No es de extrañar, entonces, que exista una camaradería tan clara entre los competidores que siempre completan juntos la vuelta de honor.

Podio del heptatlón en Tokio (Getty)

“Creo que es porque todos tenemos nuestras fortalezas y debilidades, todos estamos tratando de armar nuestro heptatlón y entendemos lo difícil que es”, dice Johnson-Thompson. “Es por eso que todos estamos tan eufóricos al final. ¡Solo queremos hablar con alguien sobre esto porque todos estamos muy felices de haberlo terminado! Es realmente divertido. Me encanta mucho”.

No está mal que así sea, porque la agenda se está llenando. Mientras hablamos, los puntos más finos del calendario de competencias de Johnson-Thompson aún se están confirmando, aunque el verano ciertamente no es un lienzo en blanco.

Ella está considerando lo que sería un tercer título consecutivo de la Commonwealth en Glasgow, una hazaña lograda por Daley Thompson en el decatlón pero algo que representa un territorio inexplorado en el heptatlón femenino.
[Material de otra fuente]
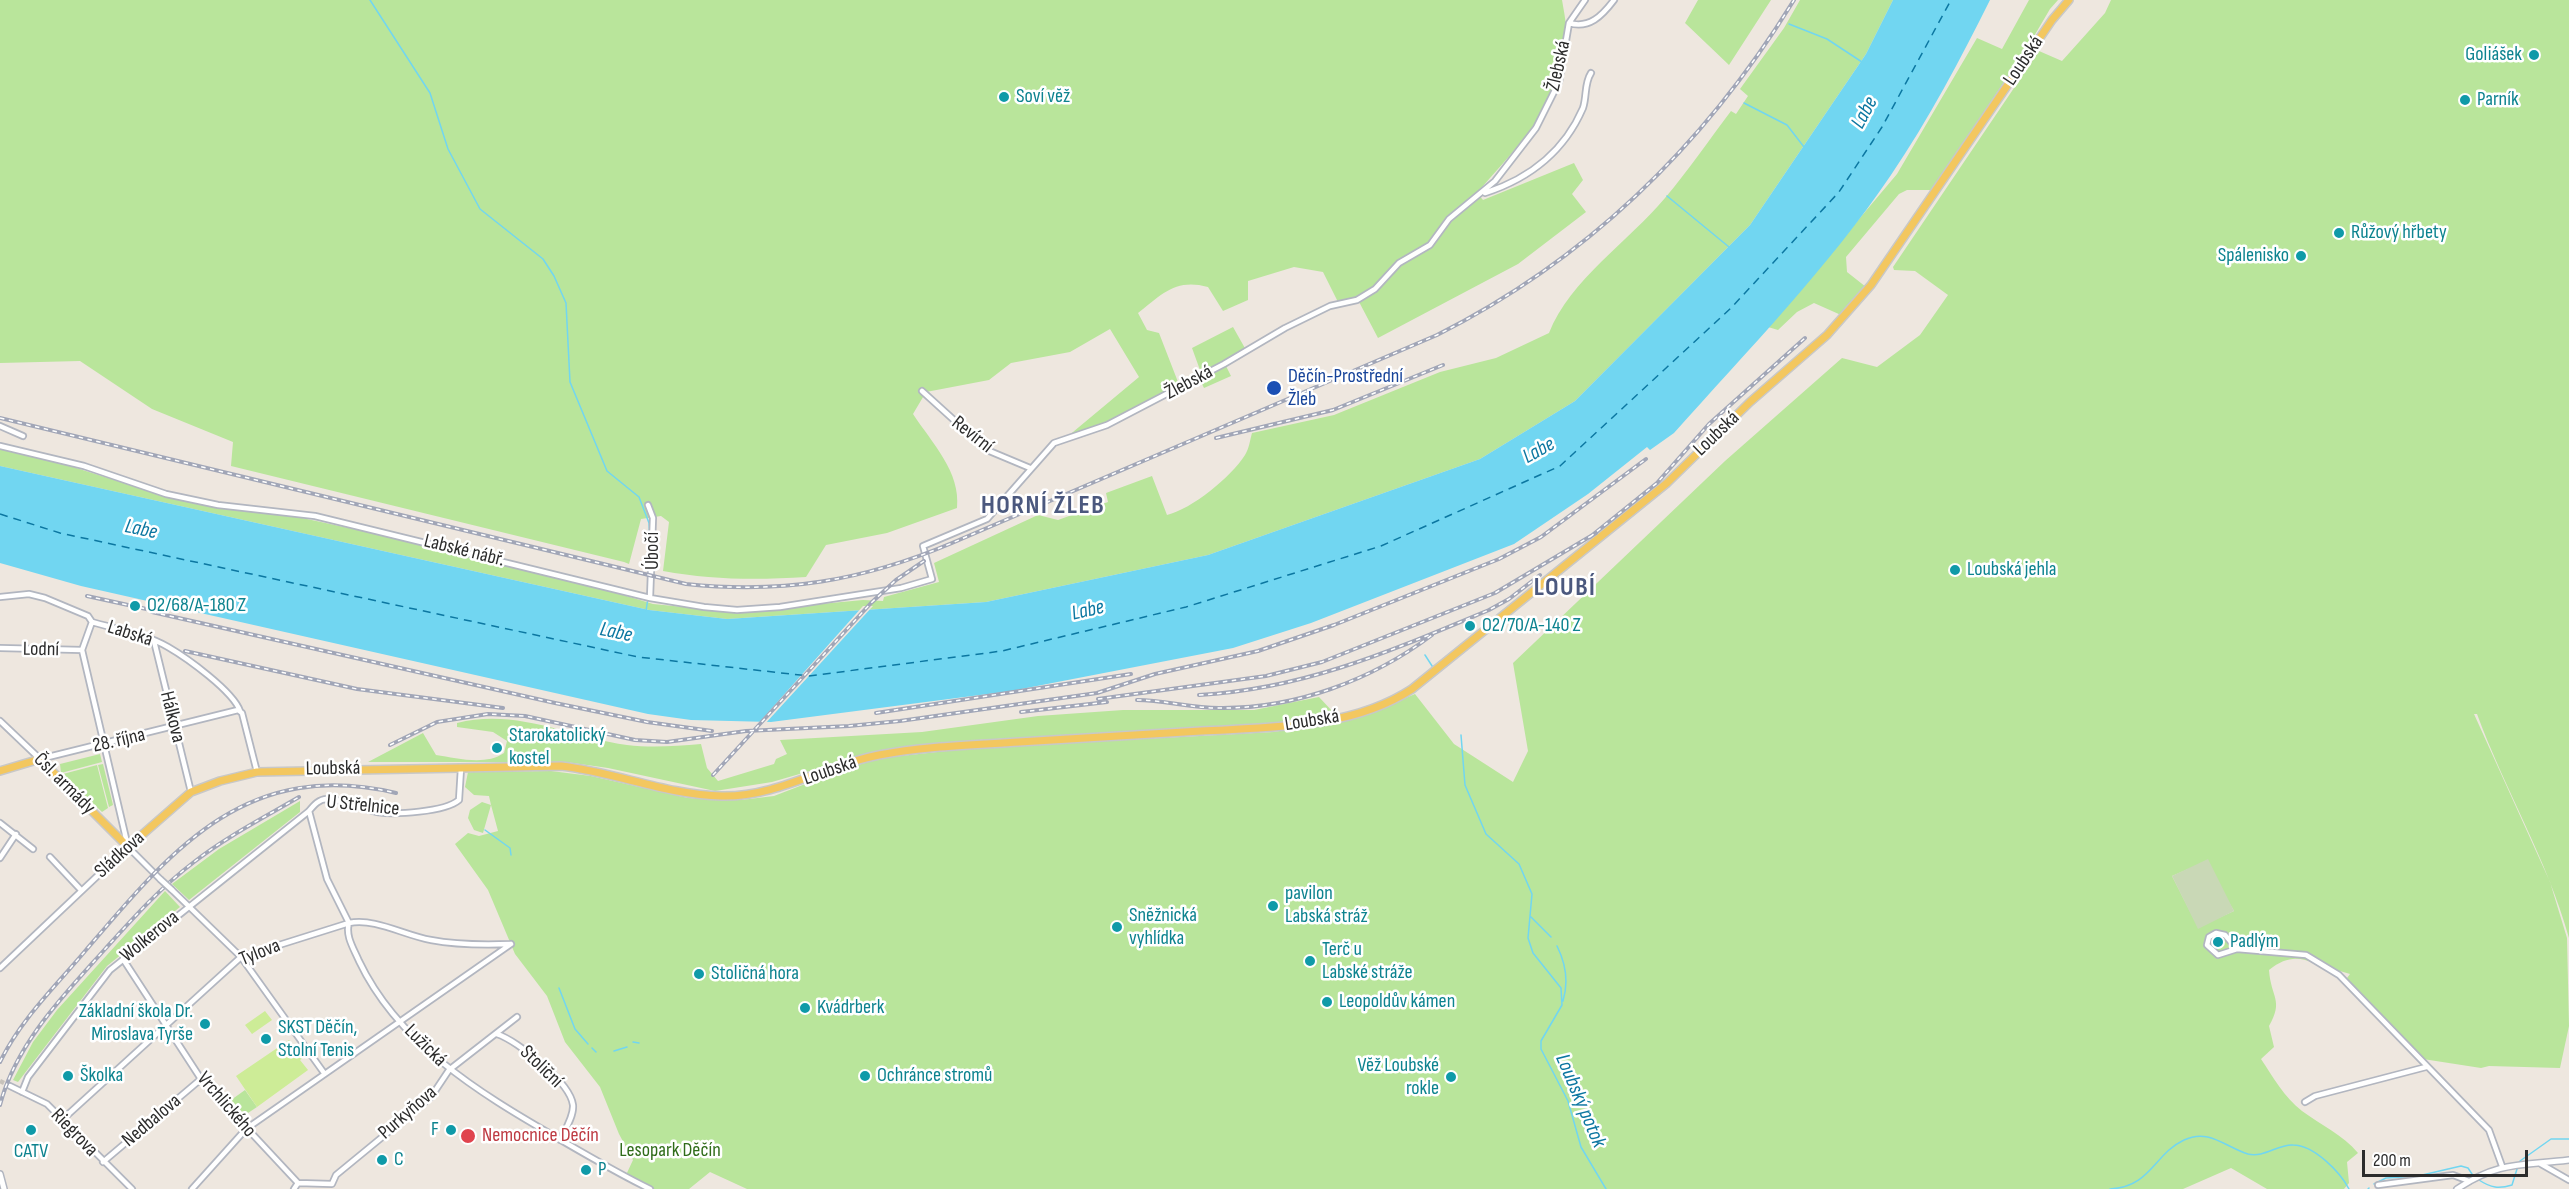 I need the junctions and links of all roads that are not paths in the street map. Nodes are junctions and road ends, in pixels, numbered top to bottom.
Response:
1 (1585, 0) edge
2 (1614, 0) edge
3 (2069, 0) edge
4 (1569, 23) junction
5 (1591, 73) dead end
6 (1482, 194) junction
7 (922, 391) dead end
8 (0, 426) edge
9 (22, 436) dead end
10 (0, 446) edge
11 (1030, 468) junction
12 (648, 505) dead end
13 (932, 579) joint
14 (0, 597) edge
15 (650, 598) junction
16 (92, 622) junction
17 (154, 641) junction
18 (0, 648) edge
19 (82, 650) junction
20 (239, 711) junction
21 (0, 721) edge
22 (174, 728) junction
23 (104, 744) junction
24 (40, 759) junction
25 (460, 768) junction
26 (0, 771) edge
27 (257, 772) junction
28 (191, 792) junction
29 (309, 811) junction
30 (0, 823) edge
31 (15, 834) junction
32 (128, 847) junction
33 (33, 849) dead end
34 (50, 857) dead end
35 (0, 858) edge
36 (81, 890) junction
37 (188, 906) junction
38 (349, 923) junction
39 (2237, 949) junction
40 (241, 957) junction
41 (123, 959) junction
42 (0, 968) edge
43 (517, 1017) dead end
44 (400, 1021) junction
45 (167, 1026) junction
46 (497, 1034) junction
47 (2426, 1067) junction
48 (449, 1070) junction
49 (324, 1073) junction
50 (201, 1079) junction
51 (10, 1086) tunnel mouth
52 (22, 1092) junction
53 (2305, 1102) dead end
54 (63, 1119) junction
55 (246, 1129) junction
56 (560, 1140) junction
57 (2569, 1160) edge
58 (103, 1162) junction
59 (2541, 1164) junction
60 (2502, 1166) junction
61 (0, 1174) edge
62 (2569, 1180) edge
63 (2469, 1181) junction
64 (298, 1183) junction
65 (2378, 1185) dead end
66 (331, 1186) edge
67 (4, 1189) edge
68 (132, 1189) edge
69 (192, 1189) edge
70 (294, 1189) edge
71 (650, 1189) edge
72 (2457, 1189) edge

1 - 4 street, Žlebská
2 - 4 street, Žlebská
3 - 25 main road, Loubská
4 - 6 street, Žlebská
5 - 6 street, Žlebská
6 - 11 street, Žlebská
7 - 11 street, Revírní
8 - 9 street
10 - 15 street, Labské nábř.
11 - 13 street, Žlebská
12 - 15 street, Úbočí
13 - 15 street, Labské nábř.
14 - 16 street, Labská
16 - 17 street, Labská
16 - 19 street
17 - 20 street, Labská
17 - 22 street, Hálkova
18 - 19 street, Lodní
19 - 23 street
20 - 22 street, 28. října
20 - 27 street, Labská
21 - 24 street, Čsl. armády
22 - 23 street, 28. října
22 - 28 street, Hálkova
23 - 24 street, 28. října
23 - 32 street
24 - 26 main road, 28. října
24 - 32 main road, Čsl. armády
25 - 27 main road, Loubská
25 - 29 street, U Střelnice
27 - 28 main road, Sládkova
28 - 32 main road, Sládkova
29 - 37 street, Wolkerova
29 - 38 street, Lužická
30 - 31 street
31 - 33 street
31 - 35 street
32 - 36 street, Sládkova
32 - 37 street, bridge
34 - 36 street
36 - 42 street, Sládkova
37 - 40 street
37 - 41 street, Wolkerova
38 - 40 street, Tylova
38 - 44 street, Lužická
38 - 44 street, Tylova
39 - 39 street
39 - 47 street
40 - 45 street, Tylova
40 - 49 street
41 - 45 street, Vrchlického
41 - 52 street, Wolkerova
43 - 46 street, Purkyňova
44 - 48 street, Lužická
44 - 49 street
45 - 50 street, Vrchlického
45 - 54 street, Tylova
46 - 48 street, Purkyňova
46 - 56 street, Stoliční
47 - 53 street
47 - 60 street
48 - 56 street, Lužická
48 - 66 street, Purkyňova
49 - 55 street
50 - 55 street, Vrchlického
50 - 58 street, Nedbalova
51 - 52 street, Riegrova
52 - 54 street, Riegrova
54 - 58 street, Riegrova
55 - 64 street, Vrchlického
55 - 69 street
56 - 71 street, Lužická
57 - 59 street
58 - 68 street, Riegrova
59 - 60 street
59 - 62 street
60 - 63 street
61 - 67 street
63 - 65 street
63 - 72 street
64 - 66 street, Purkyňova
64 - 70 street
Y luego regresará a Birmingham para el Campeonato de Europa y una ciudad en la que logró el más reciente de esos éxitos de la Commonwealth hace cuatro años, así como el título mundial de pentatlón bajo techo en 2018.

Ninguna de las dos será una tarea fácil, pero, tras superar las graves lesiones, las cirugías y los dolores de cabeza del pasado para ganar el oro mundial en Budapest en 2023, la plata olímpica en 2024 y luego el bronce mundial el año pasado en Tokio, la presión ha desaparecido. Las perspectivas son totalmente positivas. Además, el Alexander Stadium es un territorio familiar y un estadio en el que ha competido desde que puso un pie en él por primera vez para “la Liga de Atletas Jóvenes cuando tenía 10 u 11 años” y el público local estará disponible para ayudar.

“Lo recuerdo a la antigua usanza (antes de que lo renovaran)”, dice sobre el estadio de Perry Barr. “Recuerdo vívidamente el Campeonato de Escuelas Inglesas y la Liga de Atletas Jóvenes, que solía ser siempre la gran competición final, por lo que guarda muchos recuerdos, especialmente del Mundial Indoor de Birmingham 2018 y luego de los Juegos de la Commonwealth de 2022. No puedo esperar a verlo lleno de nuevo. Es una ciudad especial. Es una ciudad del atletismo”.

Katarina Johnson-Thompson (Getty)

Pronto llegará de nuevo el momento de las primeras llamadas de alarma, de que los nervios entren en acción y de que toda la montaña rusa de los eventos combinados se ponga en marcha una vez más. Es la naturaleza misma del deporte de élite que es probable que haya algunos obstáculos en el camino hacia los campeonatos, pero a Johnson-Thompson le ha ayudado enormemente aprender a mantenerse en equilibrio.

“He aprendido a permanecer en la incertidumbre con una lesión”, dice. “Definitivamente puedo sentarme en eso mucho más fácilmente ahora, mientras que antes era el fin del mundo y había mucho pánico. Siento que hoy en día puedo sentarme en esa incertidumbre, y es una gran habilidad.

“Son las lesiones, los resultados con los que no estás realmente contento en el período previo a los grandes campeones, el no tener el control, con lo que luché. Todavía lucho con eso, pero solía luchar mucho con eso. Me acabo de dar cuenta de que, el día del campeonato, puedo dar un paso adelante y siempre estoy listo.

“Necesito confiar en el programa de mi entrenador. Necesito confiar en mí mismo y en que puedo ser competitivo. Necesito confiar en que tengo experiencia y que la he obtenido a través de años y años y años de práctica. Ha sido un largo viaje, pero ahora puedo sentarme en esa incertidumbre y confiar en que, si estoy en forma, entonces podré realizar una actuación”.